DATASET RECORDS
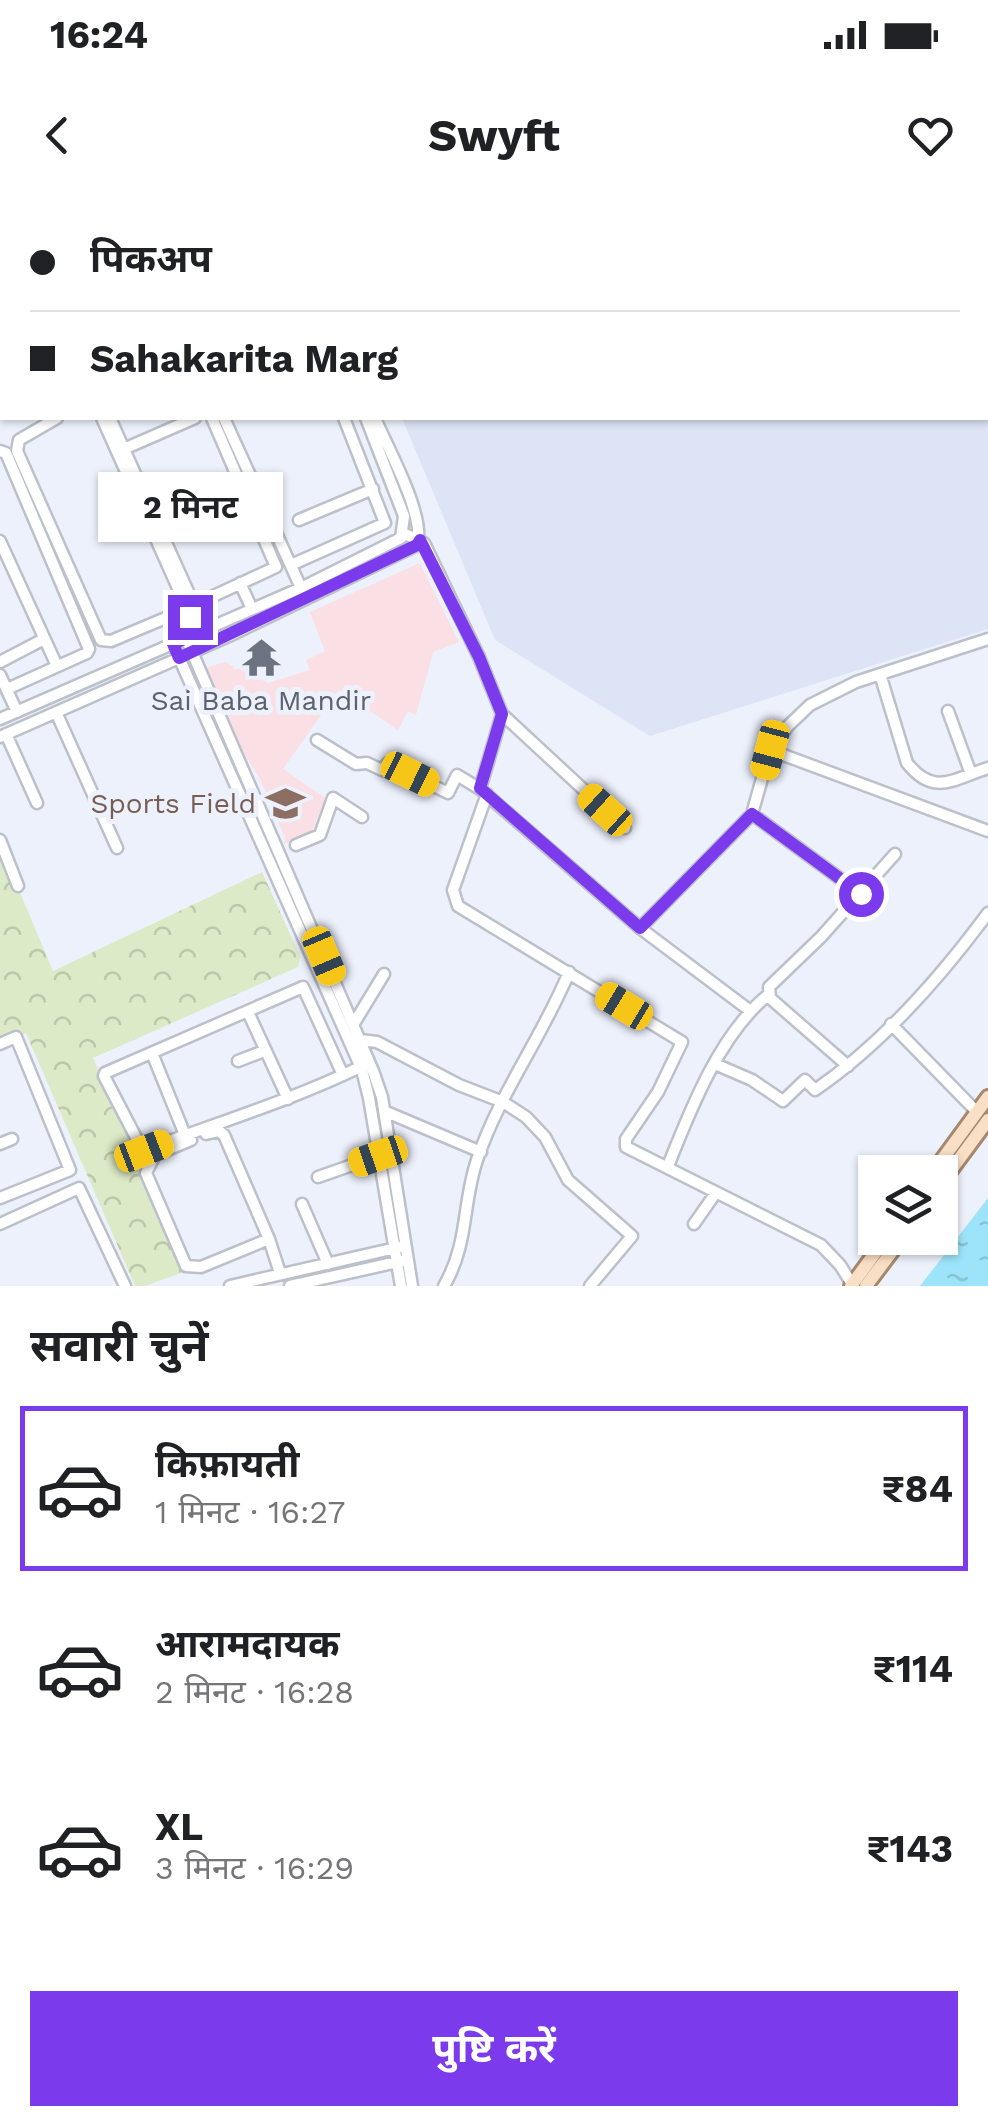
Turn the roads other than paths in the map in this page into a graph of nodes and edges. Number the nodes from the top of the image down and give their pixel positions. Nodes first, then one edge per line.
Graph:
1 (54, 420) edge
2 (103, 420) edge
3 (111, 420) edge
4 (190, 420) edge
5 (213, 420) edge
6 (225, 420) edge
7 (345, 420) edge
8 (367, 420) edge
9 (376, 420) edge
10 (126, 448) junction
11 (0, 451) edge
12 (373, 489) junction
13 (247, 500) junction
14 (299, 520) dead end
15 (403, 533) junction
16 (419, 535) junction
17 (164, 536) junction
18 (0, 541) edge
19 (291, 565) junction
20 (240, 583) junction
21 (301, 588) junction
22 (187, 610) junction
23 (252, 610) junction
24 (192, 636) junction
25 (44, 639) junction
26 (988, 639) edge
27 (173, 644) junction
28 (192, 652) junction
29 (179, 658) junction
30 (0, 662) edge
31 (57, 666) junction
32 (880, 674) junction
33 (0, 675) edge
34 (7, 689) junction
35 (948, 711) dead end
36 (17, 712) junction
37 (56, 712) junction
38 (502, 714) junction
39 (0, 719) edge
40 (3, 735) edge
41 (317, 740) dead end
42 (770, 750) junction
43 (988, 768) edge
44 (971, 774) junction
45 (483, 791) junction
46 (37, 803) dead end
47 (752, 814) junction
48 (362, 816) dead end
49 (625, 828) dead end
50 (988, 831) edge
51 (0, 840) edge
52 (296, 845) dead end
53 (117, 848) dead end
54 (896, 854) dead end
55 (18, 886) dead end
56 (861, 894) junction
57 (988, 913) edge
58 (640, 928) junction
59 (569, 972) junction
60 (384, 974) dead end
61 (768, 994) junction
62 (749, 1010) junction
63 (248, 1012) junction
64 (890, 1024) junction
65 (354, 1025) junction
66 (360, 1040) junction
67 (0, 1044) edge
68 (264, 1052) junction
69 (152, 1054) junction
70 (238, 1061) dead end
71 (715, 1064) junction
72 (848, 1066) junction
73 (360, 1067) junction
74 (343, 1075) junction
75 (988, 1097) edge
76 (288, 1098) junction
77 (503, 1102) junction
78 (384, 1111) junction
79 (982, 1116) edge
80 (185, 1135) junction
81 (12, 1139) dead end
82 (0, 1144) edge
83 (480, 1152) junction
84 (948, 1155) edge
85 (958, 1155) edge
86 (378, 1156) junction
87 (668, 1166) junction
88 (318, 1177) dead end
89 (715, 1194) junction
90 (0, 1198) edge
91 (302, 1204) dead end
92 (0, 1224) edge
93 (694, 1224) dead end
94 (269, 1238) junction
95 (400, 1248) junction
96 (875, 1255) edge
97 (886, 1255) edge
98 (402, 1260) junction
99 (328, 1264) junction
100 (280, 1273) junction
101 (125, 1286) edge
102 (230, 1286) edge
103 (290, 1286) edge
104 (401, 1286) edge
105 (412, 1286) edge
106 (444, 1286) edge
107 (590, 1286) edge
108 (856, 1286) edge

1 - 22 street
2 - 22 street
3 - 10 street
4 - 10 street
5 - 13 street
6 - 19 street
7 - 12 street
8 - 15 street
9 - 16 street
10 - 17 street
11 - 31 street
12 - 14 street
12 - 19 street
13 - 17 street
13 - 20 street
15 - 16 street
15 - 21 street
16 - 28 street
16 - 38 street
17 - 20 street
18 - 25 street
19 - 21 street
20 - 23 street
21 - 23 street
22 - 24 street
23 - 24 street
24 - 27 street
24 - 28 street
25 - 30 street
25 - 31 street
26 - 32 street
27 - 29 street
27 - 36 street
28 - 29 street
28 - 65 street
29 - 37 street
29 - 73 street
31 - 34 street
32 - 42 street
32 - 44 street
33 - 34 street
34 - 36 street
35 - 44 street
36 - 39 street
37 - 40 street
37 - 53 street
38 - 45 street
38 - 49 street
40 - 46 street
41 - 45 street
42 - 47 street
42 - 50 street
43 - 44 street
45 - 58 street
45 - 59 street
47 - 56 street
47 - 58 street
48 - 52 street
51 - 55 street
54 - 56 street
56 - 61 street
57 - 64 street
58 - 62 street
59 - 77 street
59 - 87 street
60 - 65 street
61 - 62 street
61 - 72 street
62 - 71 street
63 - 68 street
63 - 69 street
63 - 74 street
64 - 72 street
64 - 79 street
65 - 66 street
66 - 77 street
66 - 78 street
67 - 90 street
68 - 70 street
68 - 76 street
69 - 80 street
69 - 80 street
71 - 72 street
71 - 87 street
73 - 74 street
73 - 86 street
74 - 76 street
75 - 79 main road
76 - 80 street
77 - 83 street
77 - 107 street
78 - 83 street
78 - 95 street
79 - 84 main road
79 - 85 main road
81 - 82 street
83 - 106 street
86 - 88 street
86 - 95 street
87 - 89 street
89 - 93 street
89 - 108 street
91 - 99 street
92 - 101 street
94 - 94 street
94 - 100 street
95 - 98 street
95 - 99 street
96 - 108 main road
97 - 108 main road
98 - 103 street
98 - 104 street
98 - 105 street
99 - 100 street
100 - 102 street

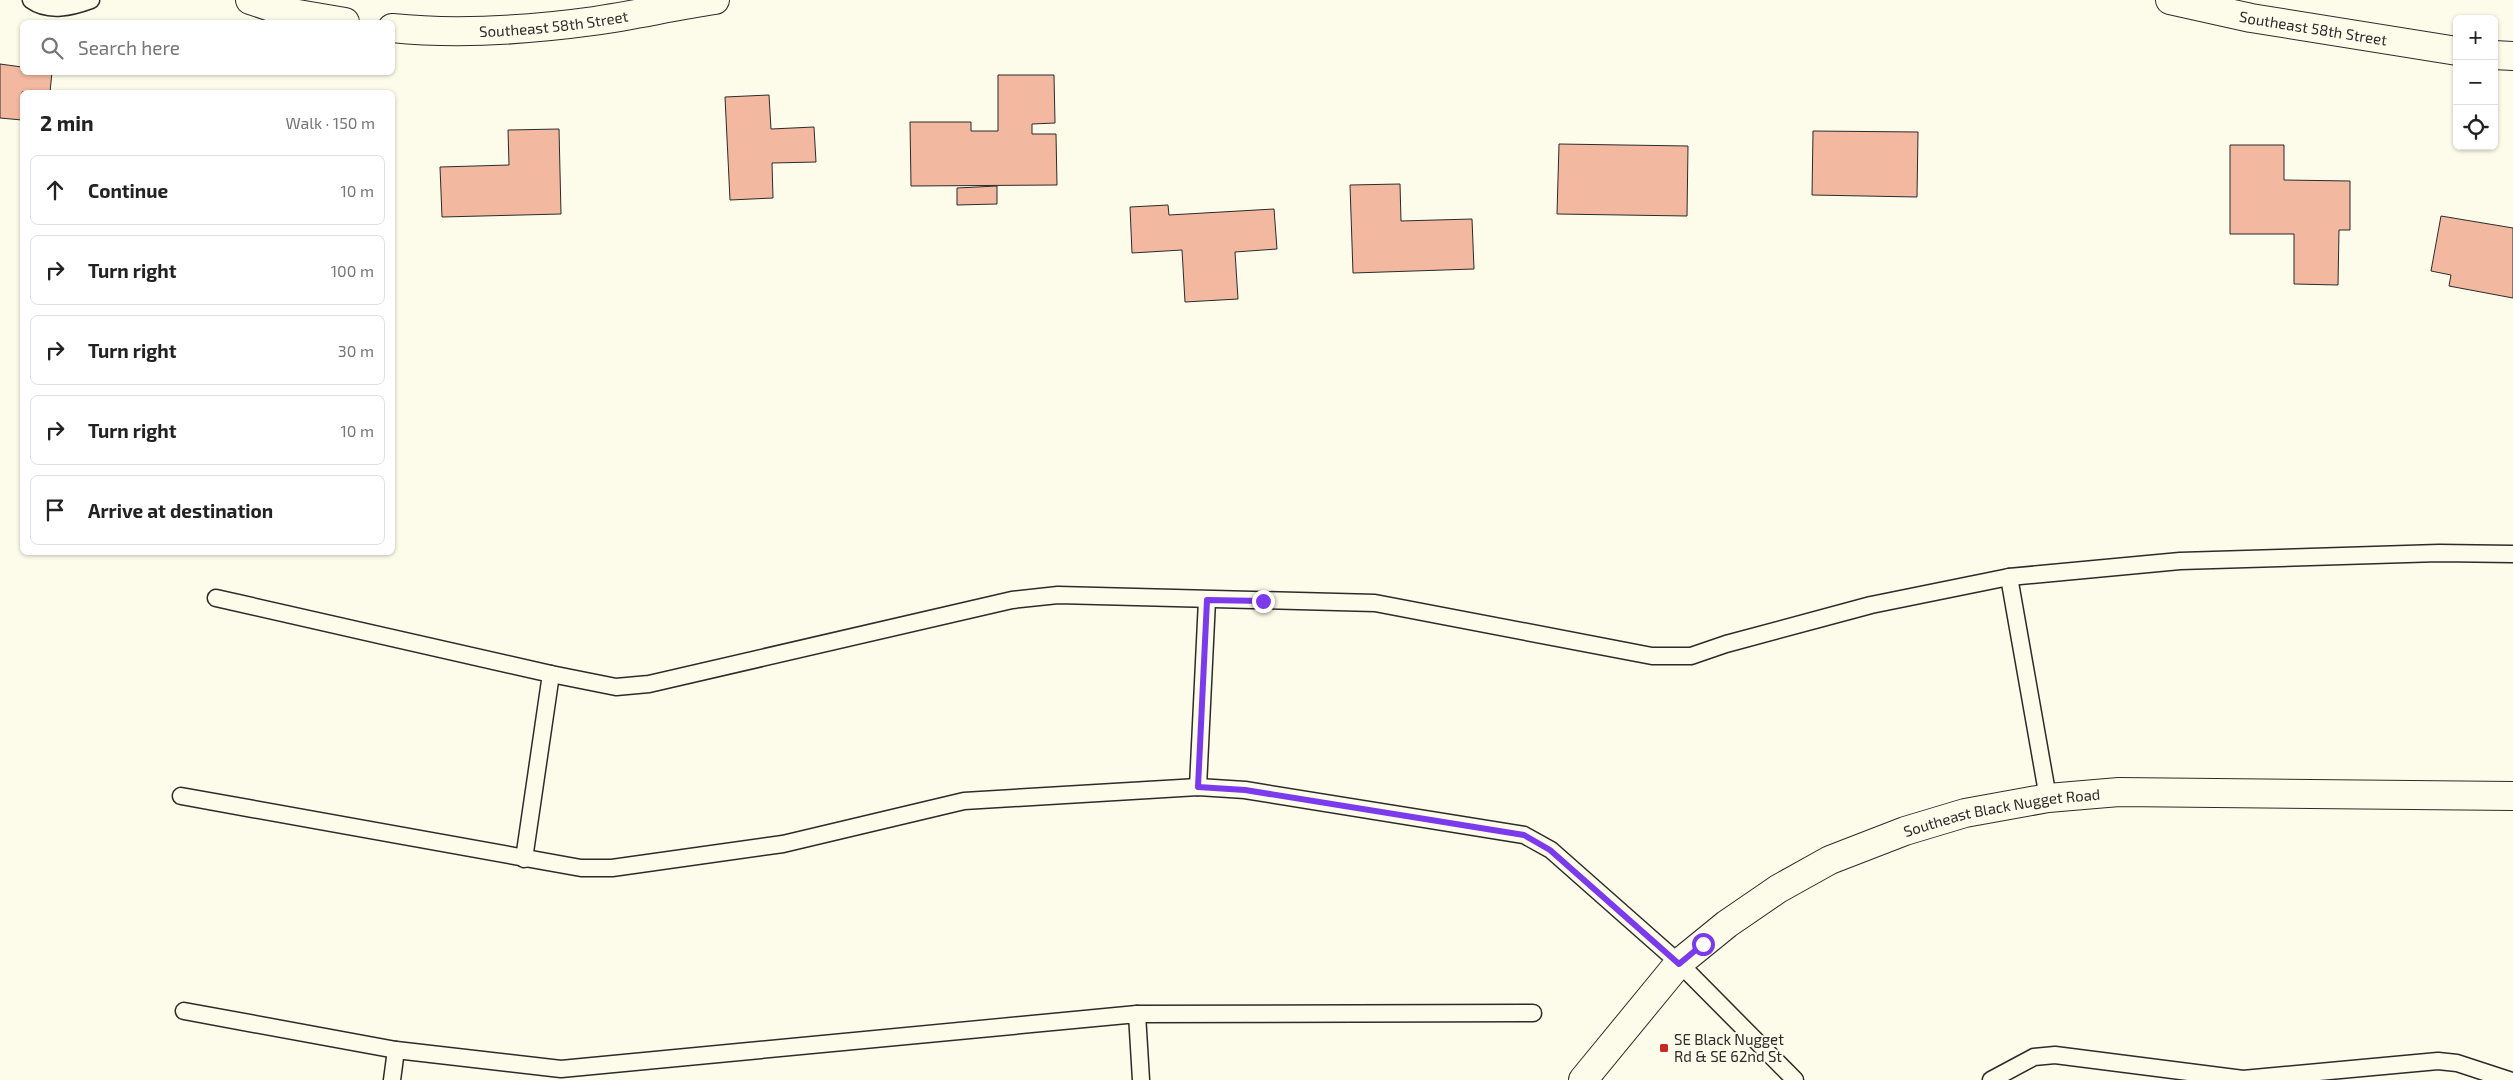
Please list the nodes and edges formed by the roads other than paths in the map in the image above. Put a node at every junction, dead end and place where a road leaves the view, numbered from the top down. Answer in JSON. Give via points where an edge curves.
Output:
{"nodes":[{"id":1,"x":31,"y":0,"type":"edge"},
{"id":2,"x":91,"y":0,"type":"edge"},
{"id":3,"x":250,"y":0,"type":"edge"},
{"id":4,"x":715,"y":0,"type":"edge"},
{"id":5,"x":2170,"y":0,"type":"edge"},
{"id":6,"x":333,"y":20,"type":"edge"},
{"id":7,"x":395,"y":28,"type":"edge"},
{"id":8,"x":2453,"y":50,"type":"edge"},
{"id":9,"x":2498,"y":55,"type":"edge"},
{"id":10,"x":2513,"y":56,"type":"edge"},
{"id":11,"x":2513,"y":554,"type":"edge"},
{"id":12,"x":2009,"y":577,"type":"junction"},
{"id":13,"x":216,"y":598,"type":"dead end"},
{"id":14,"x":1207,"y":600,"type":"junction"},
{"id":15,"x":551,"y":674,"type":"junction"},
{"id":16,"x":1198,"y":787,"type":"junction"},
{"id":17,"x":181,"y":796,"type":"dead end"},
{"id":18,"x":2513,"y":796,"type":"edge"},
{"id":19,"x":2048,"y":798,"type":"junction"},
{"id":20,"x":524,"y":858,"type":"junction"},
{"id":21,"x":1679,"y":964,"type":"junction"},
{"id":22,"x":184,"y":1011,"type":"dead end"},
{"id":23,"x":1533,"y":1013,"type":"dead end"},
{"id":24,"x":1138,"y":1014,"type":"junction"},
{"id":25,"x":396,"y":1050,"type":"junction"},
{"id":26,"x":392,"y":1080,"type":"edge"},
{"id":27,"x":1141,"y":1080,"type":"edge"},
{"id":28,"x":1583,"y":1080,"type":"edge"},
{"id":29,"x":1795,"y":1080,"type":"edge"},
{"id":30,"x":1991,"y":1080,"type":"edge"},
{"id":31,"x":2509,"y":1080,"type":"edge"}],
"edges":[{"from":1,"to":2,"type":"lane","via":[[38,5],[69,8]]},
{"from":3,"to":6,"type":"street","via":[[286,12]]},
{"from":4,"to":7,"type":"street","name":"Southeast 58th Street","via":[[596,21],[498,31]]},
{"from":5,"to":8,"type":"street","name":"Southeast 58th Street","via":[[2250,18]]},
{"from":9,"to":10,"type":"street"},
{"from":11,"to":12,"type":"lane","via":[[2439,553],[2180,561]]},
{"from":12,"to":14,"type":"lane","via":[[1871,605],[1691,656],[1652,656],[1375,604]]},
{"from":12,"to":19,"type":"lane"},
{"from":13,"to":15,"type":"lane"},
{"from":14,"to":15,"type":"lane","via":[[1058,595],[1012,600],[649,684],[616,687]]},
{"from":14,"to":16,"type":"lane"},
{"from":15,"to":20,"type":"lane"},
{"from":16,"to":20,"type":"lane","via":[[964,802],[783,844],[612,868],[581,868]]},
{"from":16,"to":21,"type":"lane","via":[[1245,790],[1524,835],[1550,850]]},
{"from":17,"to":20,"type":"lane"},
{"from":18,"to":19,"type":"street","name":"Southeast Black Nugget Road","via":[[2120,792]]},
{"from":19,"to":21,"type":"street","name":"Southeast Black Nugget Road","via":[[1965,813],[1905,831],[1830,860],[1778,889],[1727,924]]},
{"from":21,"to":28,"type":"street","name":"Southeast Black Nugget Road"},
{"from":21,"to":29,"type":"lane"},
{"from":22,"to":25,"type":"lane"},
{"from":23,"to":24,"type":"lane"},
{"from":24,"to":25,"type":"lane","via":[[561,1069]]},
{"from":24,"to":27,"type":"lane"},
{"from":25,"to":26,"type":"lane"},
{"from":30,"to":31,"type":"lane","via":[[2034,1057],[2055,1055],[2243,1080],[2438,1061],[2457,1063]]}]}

TASK DETAILS
Go through the entries and report every line with the string "roads".

RESPONSE
Turn the roads other than paths in the map in this page into a graph of nodes and edges. Number the nodes from the top of the image down and give their pixel positions. Nodes first, then one edge per line.
Please list the nodes and edges formed by the roads other than paths in the map in the image above. Put a node at every junction, dead end and place where a road leaves the view, numbered from the top down. Answer in JSON. Give via points where an edge curves.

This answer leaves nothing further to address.